Top energy officials from Lao PDR, Thailand and Malaysia signed the Memorandum of Understanding on Wednesday at the 34th Ministers on Energy Meeting (AMEM) in the Myanmar capital of Nay Pyi Taw.
Officials hailed the agreement as the first multilateral power trade to be implemented under the ASEAN Power Grid Initiative.
Under the agreement, Malaysia will buy up to 100 MW of power from Laos, to be transmitted through Thailand’s national power grid.
The MoU was signed by Lao Vice Minister of Energy and Mines Viraphonh Viravong, Malaysia’s Minister of Energy, Green Technology and Water Datuk Seri Panglima Dr Maximus Johnity Ongkili, and Thai Energy Minister Gen. Anataporn Kanjanarat.
A joint statement said the initiative is aimed at enhancing energy security in ASEAN through the establishment of a network of interconnections between the three member states. “It is also hoped that this pilot project will pave the way for other multilateral power trading in ASEAN as a means to enhance energy security in the region,” the statement said.
Minister Viraphonh said: “Of course, there is more work to be done, and many more details to be ironed out.
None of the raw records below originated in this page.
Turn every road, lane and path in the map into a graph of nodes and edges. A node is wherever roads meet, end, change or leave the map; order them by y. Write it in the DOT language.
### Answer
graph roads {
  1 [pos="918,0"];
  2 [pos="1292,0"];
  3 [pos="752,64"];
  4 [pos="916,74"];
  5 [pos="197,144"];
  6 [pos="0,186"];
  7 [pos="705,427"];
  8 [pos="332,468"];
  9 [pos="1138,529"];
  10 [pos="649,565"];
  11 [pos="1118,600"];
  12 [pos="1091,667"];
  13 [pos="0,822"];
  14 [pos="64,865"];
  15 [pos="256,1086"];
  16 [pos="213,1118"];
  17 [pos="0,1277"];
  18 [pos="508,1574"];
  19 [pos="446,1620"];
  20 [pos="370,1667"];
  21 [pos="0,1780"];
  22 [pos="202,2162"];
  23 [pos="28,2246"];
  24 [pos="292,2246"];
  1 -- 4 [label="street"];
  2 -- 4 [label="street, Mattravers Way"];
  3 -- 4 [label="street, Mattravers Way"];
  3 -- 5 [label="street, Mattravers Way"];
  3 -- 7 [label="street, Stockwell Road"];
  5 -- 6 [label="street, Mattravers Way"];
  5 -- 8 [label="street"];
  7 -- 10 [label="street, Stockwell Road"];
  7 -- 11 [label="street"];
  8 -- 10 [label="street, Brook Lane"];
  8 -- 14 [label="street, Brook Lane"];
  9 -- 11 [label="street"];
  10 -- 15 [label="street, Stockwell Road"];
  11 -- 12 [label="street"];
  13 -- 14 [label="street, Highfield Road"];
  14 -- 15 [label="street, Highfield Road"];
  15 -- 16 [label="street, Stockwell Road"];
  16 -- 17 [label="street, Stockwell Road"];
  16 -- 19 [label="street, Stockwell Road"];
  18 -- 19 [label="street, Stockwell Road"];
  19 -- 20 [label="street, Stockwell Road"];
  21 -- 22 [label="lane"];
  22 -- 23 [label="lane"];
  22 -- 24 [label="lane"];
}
However, we believe our hard work will pay off, billions of dollars will be saved, and our people will benefit for decades to come.”
The vice minister thanked the many government employees and technical experts who worked out details. “Your Governments, the various Departments within your Ministries, and the experts provided by your electric utility companies — like our own Electricité du Laos — are to be congratulated,” he said.
It is anticipated that the power integration project will be extended to Singapore.
“While Singapore is not a party to this MoU, we salute Singapore for the support and expertise given over many months and many meetings," Mr Viraponh said. "Together we will make the dream of sharing clean energy over three national grids — from Laos to Singapore — a reality.”
Among the Lao officials present at the signing were Dr Daovong Phonekeo, Permanent Secretary of the Ministry of Energy and Mines, and Mr BounOum Syvanpheng, Managing Director of EDL-Gen.
In a separate session, Lao and Myanmar officials discussed an MoU calling for the two countries’ national utilities to conduct feasibility studies on how they can optimise benefits from power sharing. A small amount of power is already exchanged in the Lao-Myanmar border area.
Earlier in the day, Vice Minister Viraphonh told AMEM delegates that Laos can produce far more clean, green, renewable energy than it can use. “Laos is keen to promote power trades in ways everyone can benefit. We are unapologetic about building dams and developing all of our abundant hydropower resource as rapidly and responsibly as possible,” he said. “We urge you to further the momentum for ASEAN power sharing by establishing high-voltage interconnections between national grids.
Speaking on behalf of senior leaders on energy from the ASEAN states, Myanmar’s U Htein Lwin said development of renewable energy technologies will help address the challenges of sustainable energy growth, and reduce greenhouse gas emission as climate change impacts the region.